People ask me how and why EFT works. There's no real scientific
explanation to call on. For all my training in anatomy and physiology, I can
only suggest that it works in the same way that acupuncture does and talk about
the body's major meridian channels and how tapping on these points helps to
shift physical and/or emotional pain. What I know is that it seems to work for
most people. Personally, I can accept that.
Acceptance, though, doesn't always come easily. We have a mania for
explanations. Sometimes, it's simply an enquiring mind, but often it's a kind
of self-defence mechanism. For example, knowing that person x developed cancer
because he or she worries a lot or lives a stressful life or used to smoke 40
cigarettes a day means that we may not be struck down by some arbitrary act of
fate. It's scary to accept that things can happen to us without any apparent
rhyme or reason.
So maybe it's not surprising that one of the hardest things I find for certain
clients is to learn to accept. I've come across this often in women who have
difficulties in conceiving. We live in a society where everything's possible.
If you have enough money, you can buy your own Rolls Royce with a jet engine.
And if you find yourself infertile, then there's always IVF treatment or
test-tube reproduction. Whereas I grew up being told I want never gets, now we believe we can have whatever we want.
So clients who find that they can't conceive sometimes make themselves
angry in pursuing what they see as their God-given right. In spending so much
time knocking on a particular door that won't open, they can end up making
themselves ill. In particularly difficult cases, I try to help people shift
their way of looking at a source of so much unhealthy frustration. What if there were a positive side of not
being able to have a child? Is there some positive reason why I am different
from others? Might I have been singled out for something else that I can offer?
It seems sometimes that western society gets increasingly desperate to
help people fulfil their needs rather than to help them cope with or grieve for
the loss of what they can't have. Is it that we ourselves feel guilty or
uncomfortable about having what others can't?
I had an interesting EFT session with a client about the issue of
acceptance. He was a young man with a new partner and a little daughter. So he
should have been happy, but wasn't. For the last two months, he has been
constantly anxious. It stemmed from one particular evening when he got back,
tired and irritable, from work. He found his daughter up in her bedroom,
determined to cover her school book with plastic rather than doing her homework
like a good girl. In the end, he snapped, grabbed the roll of plastic and
bonked her over the head with it. But he realised that it was harder than he
thought and now was obsessed that his daughter was going to die because of it. In
spite of medical reassurance, he was waiting for the brain damage to
materialise.
Hitting a child was not an option for him and he simply couldn't
forgive himself. So we explored the scene as if running a film. We worked
through his initial anger and frustration, then arrived at his guilt. Something
bad was bound to happen as a consequence of his action. The key seemed to be
that he was waiting anxiously, so we stayed with this one phrase: waiting anxiously, waiting anxiously...
Somehow, I had this image of him sitting frozen to the spot a long time
ago, waiting for something awful to happen.

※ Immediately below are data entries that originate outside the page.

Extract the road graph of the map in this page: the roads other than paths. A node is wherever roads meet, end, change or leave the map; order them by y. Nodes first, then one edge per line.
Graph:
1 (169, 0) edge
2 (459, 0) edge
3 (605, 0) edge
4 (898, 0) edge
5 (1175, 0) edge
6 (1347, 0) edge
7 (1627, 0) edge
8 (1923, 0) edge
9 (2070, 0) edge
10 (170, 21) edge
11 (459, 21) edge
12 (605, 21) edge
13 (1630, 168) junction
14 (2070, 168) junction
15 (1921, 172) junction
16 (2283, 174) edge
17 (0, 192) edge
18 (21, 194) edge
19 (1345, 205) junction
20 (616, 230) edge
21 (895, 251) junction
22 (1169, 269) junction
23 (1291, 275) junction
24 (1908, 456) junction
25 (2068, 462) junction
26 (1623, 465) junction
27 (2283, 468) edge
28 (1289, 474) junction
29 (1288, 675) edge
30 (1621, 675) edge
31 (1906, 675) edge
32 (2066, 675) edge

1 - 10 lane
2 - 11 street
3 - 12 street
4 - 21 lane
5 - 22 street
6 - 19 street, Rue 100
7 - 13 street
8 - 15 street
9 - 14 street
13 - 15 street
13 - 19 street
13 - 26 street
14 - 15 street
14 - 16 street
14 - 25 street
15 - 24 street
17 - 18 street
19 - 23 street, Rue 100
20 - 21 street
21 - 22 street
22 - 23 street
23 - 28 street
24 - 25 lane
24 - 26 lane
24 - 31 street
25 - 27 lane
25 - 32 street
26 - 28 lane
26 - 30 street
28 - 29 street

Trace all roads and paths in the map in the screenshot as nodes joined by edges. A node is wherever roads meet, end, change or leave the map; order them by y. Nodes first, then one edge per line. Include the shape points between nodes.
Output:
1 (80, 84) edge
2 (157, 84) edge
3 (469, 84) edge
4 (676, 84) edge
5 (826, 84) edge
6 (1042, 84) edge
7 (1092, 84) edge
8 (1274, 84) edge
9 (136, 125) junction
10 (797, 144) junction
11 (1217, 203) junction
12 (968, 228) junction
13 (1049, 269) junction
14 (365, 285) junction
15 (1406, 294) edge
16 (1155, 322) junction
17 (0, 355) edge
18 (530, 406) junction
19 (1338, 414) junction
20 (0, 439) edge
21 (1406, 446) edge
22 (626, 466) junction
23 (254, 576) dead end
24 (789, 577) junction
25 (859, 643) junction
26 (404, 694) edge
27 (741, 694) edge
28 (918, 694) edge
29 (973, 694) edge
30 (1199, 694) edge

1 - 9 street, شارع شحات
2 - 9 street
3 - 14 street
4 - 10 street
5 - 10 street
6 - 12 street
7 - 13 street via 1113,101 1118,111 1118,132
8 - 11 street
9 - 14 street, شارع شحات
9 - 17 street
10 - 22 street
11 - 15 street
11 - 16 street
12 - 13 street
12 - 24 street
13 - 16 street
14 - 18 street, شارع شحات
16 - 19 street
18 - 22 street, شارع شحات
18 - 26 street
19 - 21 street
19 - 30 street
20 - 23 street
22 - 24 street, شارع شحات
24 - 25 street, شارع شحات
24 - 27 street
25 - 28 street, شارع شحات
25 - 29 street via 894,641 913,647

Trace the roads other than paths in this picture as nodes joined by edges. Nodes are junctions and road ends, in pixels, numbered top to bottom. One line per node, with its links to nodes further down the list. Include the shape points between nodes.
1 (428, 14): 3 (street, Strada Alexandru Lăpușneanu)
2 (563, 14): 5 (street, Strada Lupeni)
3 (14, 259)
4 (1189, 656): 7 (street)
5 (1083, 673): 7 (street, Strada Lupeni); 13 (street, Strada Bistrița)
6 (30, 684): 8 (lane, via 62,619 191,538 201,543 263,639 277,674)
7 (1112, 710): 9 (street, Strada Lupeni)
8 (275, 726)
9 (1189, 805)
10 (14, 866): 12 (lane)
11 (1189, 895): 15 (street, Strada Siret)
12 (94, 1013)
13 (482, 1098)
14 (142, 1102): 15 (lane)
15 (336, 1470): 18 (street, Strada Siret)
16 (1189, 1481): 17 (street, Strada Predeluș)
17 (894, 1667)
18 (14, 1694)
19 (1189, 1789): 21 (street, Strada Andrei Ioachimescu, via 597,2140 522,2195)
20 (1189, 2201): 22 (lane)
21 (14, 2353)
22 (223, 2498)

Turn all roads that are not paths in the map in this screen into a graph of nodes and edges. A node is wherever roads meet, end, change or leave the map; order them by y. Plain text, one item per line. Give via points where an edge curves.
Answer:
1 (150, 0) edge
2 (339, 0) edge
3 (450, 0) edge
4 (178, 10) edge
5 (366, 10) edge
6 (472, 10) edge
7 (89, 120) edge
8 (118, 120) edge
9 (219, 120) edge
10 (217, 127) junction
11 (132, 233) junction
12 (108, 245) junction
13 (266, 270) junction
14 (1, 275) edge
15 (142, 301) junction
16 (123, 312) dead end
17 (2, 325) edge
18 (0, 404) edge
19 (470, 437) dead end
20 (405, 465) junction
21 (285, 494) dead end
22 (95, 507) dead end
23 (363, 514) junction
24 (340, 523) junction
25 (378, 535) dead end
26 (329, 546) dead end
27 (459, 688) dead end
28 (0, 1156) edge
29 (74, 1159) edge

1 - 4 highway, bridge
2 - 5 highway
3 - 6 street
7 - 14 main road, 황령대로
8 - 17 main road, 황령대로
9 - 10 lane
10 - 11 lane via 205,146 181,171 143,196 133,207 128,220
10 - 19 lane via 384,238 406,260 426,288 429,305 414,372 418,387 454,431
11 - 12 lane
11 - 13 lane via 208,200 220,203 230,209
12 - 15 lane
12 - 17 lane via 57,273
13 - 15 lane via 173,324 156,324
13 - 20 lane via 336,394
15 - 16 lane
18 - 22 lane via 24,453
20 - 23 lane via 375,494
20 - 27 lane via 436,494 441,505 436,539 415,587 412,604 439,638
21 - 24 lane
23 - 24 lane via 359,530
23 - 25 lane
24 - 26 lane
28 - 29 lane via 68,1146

I asked him about it and yes, there
was a time as a little boy, when he was waiting anxiously with his favourite
aunt in her kitchen for his drunken uncle to get home. The anxiety was not for
himself, but for his aunt.
Finally, he came round to the notion that if he didn't let go of his fear and forgive himself for his transgression, his anxiety would just communicate itself to his daughter – and he and his new partner could never relax together. The rational side of his brain knew that it wasn't logical and he wanted nothing better than to let go of the feeling. What swung it finally was learning to accept: that for one moment he simply lost it – not with an iron bar, but with a 'dangerous' roll of plastic!